Investment Outlook - The Investor and Market Fluctuations
Ben Graham coined this title for Chapter 8 of his classic 1949 book titled “The Intelligent Investor.” After all the market fluctuations of the last few years, it is a healthy exercise to review what Ben had to say in this chapter.
Graham makes a key distinction between speculators and investors. Speculators are short-term oriented, in a hurry to make a profit, and think they can outsmart everyone else which leads them to attempt to time the market. Ben notes an important distinction between the “investor and the speculator is found in their attitude toward stock-market movements. The speculator’s primary interest lies in anticipating and profiting from market fluctuations. The investor’s primary interest lies in acquiring and holding suitable securities at suitable prices.” Graham discourages trying to time the market because few people do it successfully.

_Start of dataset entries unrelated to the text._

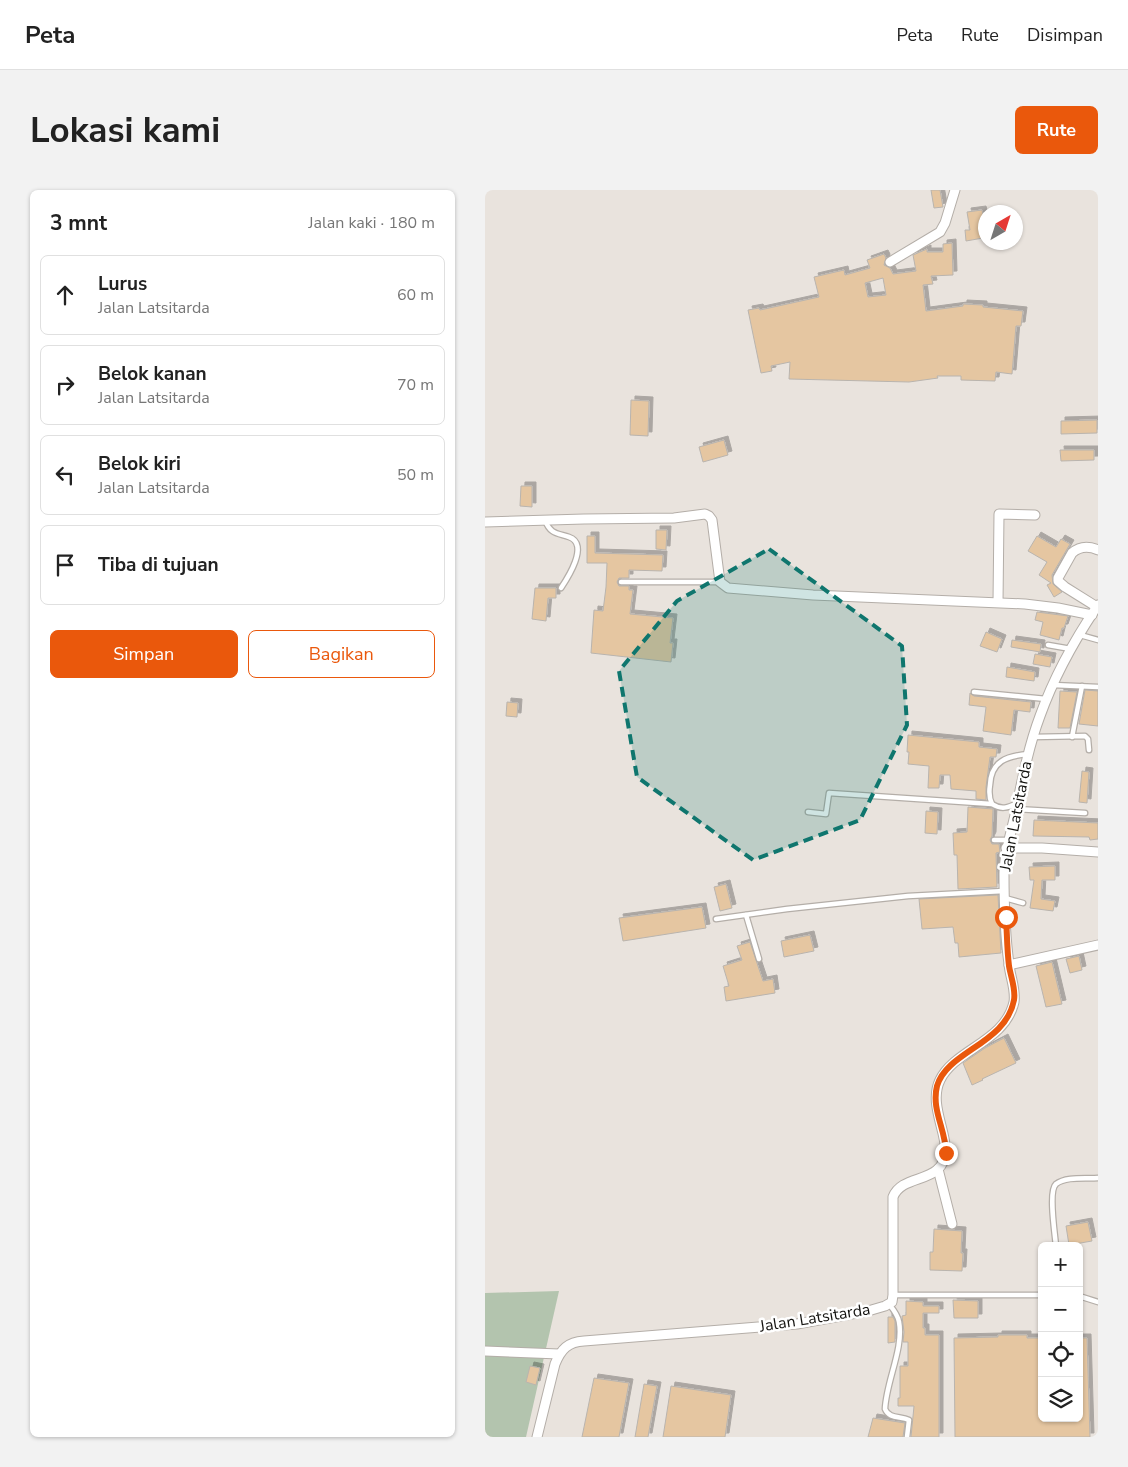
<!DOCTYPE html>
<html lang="id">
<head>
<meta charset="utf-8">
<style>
  :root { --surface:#fff; --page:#f2f2f2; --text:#222; --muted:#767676; --line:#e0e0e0; --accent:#ea580c }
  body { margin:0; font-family:"Nunito Sans",sans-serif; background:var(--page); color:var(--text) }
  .controls { position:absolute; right:15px; bottom:15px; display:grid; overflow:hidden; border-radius:8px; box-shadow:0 1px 4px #0004 }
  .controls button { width:45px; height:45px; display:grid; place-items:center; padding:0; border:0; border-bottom:1px solid var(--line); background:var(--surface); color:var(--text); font:25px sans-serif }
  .compass { position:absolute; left:493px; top:15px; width:45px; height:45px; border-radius:50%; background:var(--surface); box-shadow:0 1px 4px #0004; rotate:39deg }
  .stop { position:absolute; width:15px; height:15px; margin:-11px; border:4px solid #ea580c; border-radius:50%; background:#fff }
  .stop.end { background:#ea580c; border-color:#fff; box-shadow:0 1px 5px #0008 }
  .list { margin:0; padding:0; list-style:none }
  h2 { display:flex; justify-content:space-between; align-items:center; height:65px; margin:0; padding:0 20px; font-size:21px }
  h2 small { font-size:16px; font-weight:400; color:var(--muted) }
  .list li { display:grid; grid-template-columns:32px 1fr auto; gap:15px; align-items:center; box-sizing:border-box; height:80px; margin:0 10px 10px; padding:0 10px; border:1px solid var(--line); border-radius:8px }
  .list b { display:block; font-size:19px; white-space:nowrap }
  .list p { margin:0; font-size:16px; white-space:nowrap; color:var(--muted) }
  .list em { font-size:16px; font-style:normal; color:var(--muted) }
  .actions { display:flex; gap:10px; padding:15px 20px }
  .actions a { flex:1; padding:11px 0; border:1px solid var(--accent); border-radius:8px; text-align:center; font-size:18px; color:var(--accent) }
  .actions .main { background:var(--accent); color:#fff }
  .icon { flex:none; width:28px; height:28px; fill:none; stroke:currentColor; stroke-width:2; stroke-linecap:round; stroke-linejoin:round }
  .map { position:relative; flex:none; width:613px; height:1247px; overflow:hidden; border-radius:8px }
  header { display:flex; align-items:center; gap:30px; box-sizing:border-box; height:70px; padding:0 25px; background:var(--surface); border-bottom:1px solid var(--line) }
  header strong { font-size:24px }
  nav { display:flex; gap:28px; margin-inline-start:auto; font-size:18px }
  .intro { display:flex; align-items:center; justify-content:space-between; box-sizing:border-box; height:120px; padding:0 30px }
  h1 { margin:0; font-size:35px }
  .button { padding:12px 22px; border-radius:8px; background:var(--accent); color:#fff; font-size:18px; font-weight:700 }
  main { display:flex; gap:30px; padding:0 30px }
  aside { flex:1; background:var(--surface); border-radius:8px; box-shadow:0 1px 4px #0004 }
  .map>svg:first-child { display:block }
  .green { fill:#b3c4ae }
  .building { fill:#e5c6a1; stroke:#b9b4ae; fill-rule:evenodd; filter:url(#shadow) }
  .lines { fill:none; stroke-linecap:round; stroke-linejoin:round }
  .service-casing { stroke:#b4aea8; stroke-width:7 }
  .minor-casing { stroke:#b4aea8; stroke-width:11 }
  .service { stroke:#fff; stroke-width:4.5 }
  .minor { stroke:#fff; stroke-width:9 }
  .route { stroke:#ea580c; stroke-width:6 }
  .marked { fill:#0f766e; fill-opacity:0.2; stroke:#0f766e; stroke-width:4; stroke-dasharray:10 6; stroke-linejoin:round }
  .labels { text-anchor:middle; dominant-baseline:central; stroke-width:5; stroke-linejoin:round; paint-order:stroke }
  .street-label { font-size:16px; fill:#141310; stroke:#fff }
</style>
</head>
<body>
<header>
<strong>Peta</strong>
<nav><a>Peta</a><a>Rute</a><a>Disimpan</a></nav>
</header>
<div class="intro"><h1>Lokasi kami</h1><a class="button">Rute</a></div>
<main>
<aside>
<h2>3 mnt<small>Jalan kaki · 180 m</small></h2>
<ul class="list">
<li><svg class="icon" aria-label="ahead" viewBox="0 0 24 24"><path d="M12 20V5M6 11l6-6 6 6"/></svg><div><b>Lurus</b><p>Jalan Latsitarda</p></div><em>60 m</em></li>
<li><svg class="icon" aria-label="right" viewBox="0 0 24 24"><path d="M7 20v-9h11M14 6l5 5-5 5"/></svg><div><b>Belok kanan</b><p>Jalan Latsitarda</p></div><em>70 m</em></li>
<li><svg class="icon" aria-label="left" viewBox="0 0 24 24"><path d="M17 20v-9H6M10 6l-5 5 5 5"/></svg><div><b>Belok kiri</b><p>Jalan Latsitarda</p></div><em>50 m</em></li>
<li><svg class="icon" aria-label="arrive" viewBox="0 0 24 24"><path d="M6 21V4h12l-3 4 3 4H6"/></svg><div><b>Tiba di tujuan</b></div></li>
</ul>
<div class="actions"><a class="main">Simpan</a><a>Bagikan</a></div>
</aside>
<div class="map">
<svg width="613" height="1247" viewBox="0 0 613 1247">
  <defs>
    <filter id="shadow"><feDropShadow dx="4" dy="-4" stdDeviation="0" flood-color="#0004"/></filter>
  </defs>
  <rect width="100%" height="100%" fill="#e9e3dd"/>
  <path class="green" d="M74,1101L41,1247H0V1103Z"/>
  <g class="building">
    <path d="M446,0H455L458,17L449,18Z"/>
    <path d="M497,20L499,28L495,29L498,48L481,51L480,40H485L482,22Z"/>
    <path d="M467,53L468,85L446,86L448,94L438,95L441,121L478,116V114L498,115V117L538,121L536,136H531L527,184L511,182L510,191L476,190V186H452L453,188L424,192L304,189L305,172L286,176L287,181L276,183L263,120L274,118L275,120L334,107L329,87L359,80L360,85L385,78L382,70L399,64L401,68L399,75L405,78L408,84L431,81L428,65L442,59V62H458V54ZM398,88L401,105L383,107L380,93Z"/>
    <path d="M146,210L164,211L163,246L145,245Z"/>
    <path d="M612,230V243L576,244V231Z"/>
    <path d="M239,250L243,265L218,272L214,257Z"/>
    <path d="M575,260H609V270L576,271Z"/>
    <path d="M36,296H47V317L35,316Z"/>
    <path d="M171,340H182L181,360L171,359Z"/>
    <path d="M102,346H110V363L178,365L177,381L144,380V388H134L132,392L134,396H144V400H148L145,424L188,428L185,453H188L186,472L106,463L109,420L118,421L121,397L122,373H102Z"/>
    <path d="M552,346L571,357L576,349L585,354L567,385L568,394L577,402L569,407L562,395L566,393L554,385L562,372L543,361Z"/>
    <path d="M50,398H71V408H63L61,431L47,429Z"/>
    <path d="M552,422L583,426L579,438H577L574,450L555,445L558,432L550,430Z"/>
    <path d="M501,442L517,449L512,462L495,456Z"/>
    <path d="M527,450L556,454L555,462L526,457Z"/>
    <path d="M550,464L567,467L565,477L548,474Z"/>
    <path d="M522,477L550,482L549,491L521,487Z"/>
    <path d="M600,500L613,501V536L594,534Z"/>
    <path d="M575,501L592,502L585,538H573Z"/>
    <path d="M485,503L489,506L546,512L545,522L529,520L526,545L498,541L501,517L484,515Z"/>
    <path d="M22,512L33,513L32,527L21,526Z"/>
    <path d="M423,545L494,552V557L512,559L511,567H505L501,597V610L491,609V601L466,599L465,585H455L454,598H443L444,576L423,574L424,562H422Z"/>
    <path d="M597,581L604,582L602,613L594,612Z"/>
    <path d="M483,617L508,619L507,646L505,650L507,654H514L515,662L511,663L512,697L473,699L472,665H469L468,643L482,642Z"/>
    <path d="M441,621L453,622L452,644L440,643Z"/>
    <path d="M549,630L613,633V649L605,650L604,647L548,646Z"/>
    <path d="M570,676V690H557L556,709L570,711L568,721L545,718L549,690H545L544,677Z"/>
    <path d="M241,694L247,718L235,721L229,697Z"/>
    <path d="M513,705L516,763L474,767L473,753H470L468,737L437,739L434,709Z"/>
    <path d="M217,717L221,738L138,751L134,728Z"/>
    <path d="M325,745L329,761L299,767L296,751Z"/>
    <path d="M265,752L278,791L288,789L290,803L241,811L239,797L244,796L238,776L257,770L252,756Z"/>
    <path d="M594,766L597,780L585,783L581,769Z"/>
    <path d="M567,772L577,814L561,817L551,776Z"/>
    <path d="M519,848L531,873L497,889L498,890L487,895L478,873L500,858Z"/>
    <path d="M603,1032L607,1051L584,1055L581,1036Z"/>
    <path d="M449,1039L477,1041L476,1063H478L477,1081L445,1080V1062H448Z"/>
    <path d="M468,1110L493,1111V1128H469Z"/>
    <path d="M421,1111L438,1112V1116H454V1123H438V1138H440V1145H454V1247H426L429,1216H413V1208H415V1176H423V1152H418L419,1142L417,1126L421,1125Z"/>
    <path d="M403,1127H408L410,1131V1152L403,1153Z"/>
    <path d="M513,1145H542V1148H557V1228H594V1148H602L605,1247H470L469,1148L513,1147Z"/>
    <path d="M45,1176L55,1178L51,1195L41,1192Z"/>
    <path d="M109,1188L144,1193L134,1247H97Z"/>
    <path d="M159,1194L172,1196L163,1247H150Z"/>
    <path d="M186,1196L246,1205L240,1247H178Z"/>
    <path d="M388,1228L420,1233L418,1247H383Z"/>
  </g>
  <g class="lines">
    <defs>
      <g id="service">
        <path d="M60,330C65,344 72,343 84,347C105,354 82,389 76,398"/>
        <path d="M136,392H235"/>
        <path d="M595,445L613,450"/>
        <path d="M563,455L586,459"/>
        <path d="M568,495L613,497"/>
        <path d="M489,502L561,509"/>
        <path d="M548,547L600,546L603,549L604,560"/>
        <path d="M587,547L597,496"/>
        <path d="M532,613C523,618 516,620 507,614C504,608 504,601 505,595C506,571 522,566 543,564"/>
        <path d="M531,619L600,623"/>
        <path d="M323,622L341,624L344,603L507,614"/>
        <path d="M509,650H524"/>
        <path d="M520,708L538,713"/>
        <path d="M261,725L274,769"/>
        <path d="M231,729L302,719L423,706L519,701"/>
        <path d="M571,1056C570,1044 563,1001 571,994C581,986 601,989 613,988"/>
        <path d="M408,1105H557"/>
        <path d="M594,1106L613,1112"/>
        <path d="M404,1114C408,1119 413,1125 414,1132C419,1158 401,1192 400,1219C404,1229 415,1226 424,1230L422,1247"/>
      </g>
      <g id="minor">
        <path d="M405,72L455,42L460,33L470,0"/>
        <path d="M0,332L99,329L189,328L220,324L224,326L227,330L235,392L243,398L328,405L540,414L573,418L607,425"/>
        <path d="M513,412L514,324L550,325"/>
        <path d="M612,417L580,397L573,391V388L587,363C595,356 604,356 613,360"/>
        <path d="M521,658H557L613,662"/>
        <path d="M524,775L613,755"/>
        <path d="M453,979L467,1034"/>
        <path d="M0,1161L74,1164"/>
        <path d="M52,1247L70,1174C76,1159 83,1152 99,1151L312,1134L383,1121L400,1116L407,1112L408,1105V1007C415,989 439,991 452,980C476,959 440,921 455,890C470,859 520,852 529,812C531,799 525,787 524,774C520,745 519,714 519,684C519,663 526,644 530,625C537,591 543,558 555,526C569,487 590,449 613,415"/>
      </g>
    </defs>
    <use href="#service" class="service-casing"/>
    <use href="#minor" class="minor-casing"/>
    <use href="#service" class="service"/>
    <use href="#minor" class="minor"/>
  </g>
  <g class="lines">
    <path class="route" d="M461,963C461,940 446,920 452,896C462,861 521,854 529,810C531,799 526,788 524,776C522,760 522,743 521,727"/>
  </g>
  <path class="marked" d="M284,359L417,456L422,535L375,630L268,670L152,587L134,481L192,411Z"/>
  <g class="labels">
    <g class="street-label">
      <text transform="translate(531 626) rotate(-79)">Jalan Latsitarda</text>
      <text transform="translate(330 1128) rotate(-9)">Jalan Latsitarda</text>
    </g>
  </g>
</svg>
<div class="controls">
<button>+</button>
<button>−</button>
<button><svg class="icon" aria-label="locate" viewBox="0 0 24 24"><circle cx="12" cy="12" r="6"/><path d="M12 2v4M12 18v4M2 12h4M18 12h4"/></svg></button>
<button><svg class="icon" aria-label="layers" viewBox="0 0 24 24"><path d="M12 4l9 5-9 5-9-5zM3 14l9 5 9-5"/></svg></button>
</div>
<svg class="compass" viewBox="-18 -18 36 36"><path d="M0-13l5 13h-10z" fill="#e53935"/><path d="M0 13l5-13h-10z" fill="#767676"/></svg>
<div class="stop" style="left:521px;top:727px"></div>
<div class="stop end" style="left:461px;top:963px"></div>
</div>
</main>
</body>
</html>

He goes on to write it is much better to focus on the price you pay for a stock. Stocks can go from high valuations measured by high price-to-earnings ratios, (P/E) to low P/Es, sometimes even without a significant change in their fundamentals. He encourages the investor to always have part of his assets in a safe place as well as add to stocks when they seem less expensive and sell them when they are more expensive. We encourage our clients to be long-term holders of companies that have strong profitability, free cash flow, and management that invests that cash flow intelligently.
Recent inflation has forced the Fed to switch to a tight policy which has caused downward market fluctuations. We will use this period to evaluate portfolios’ holdings and look for new opportunities available at lower prices.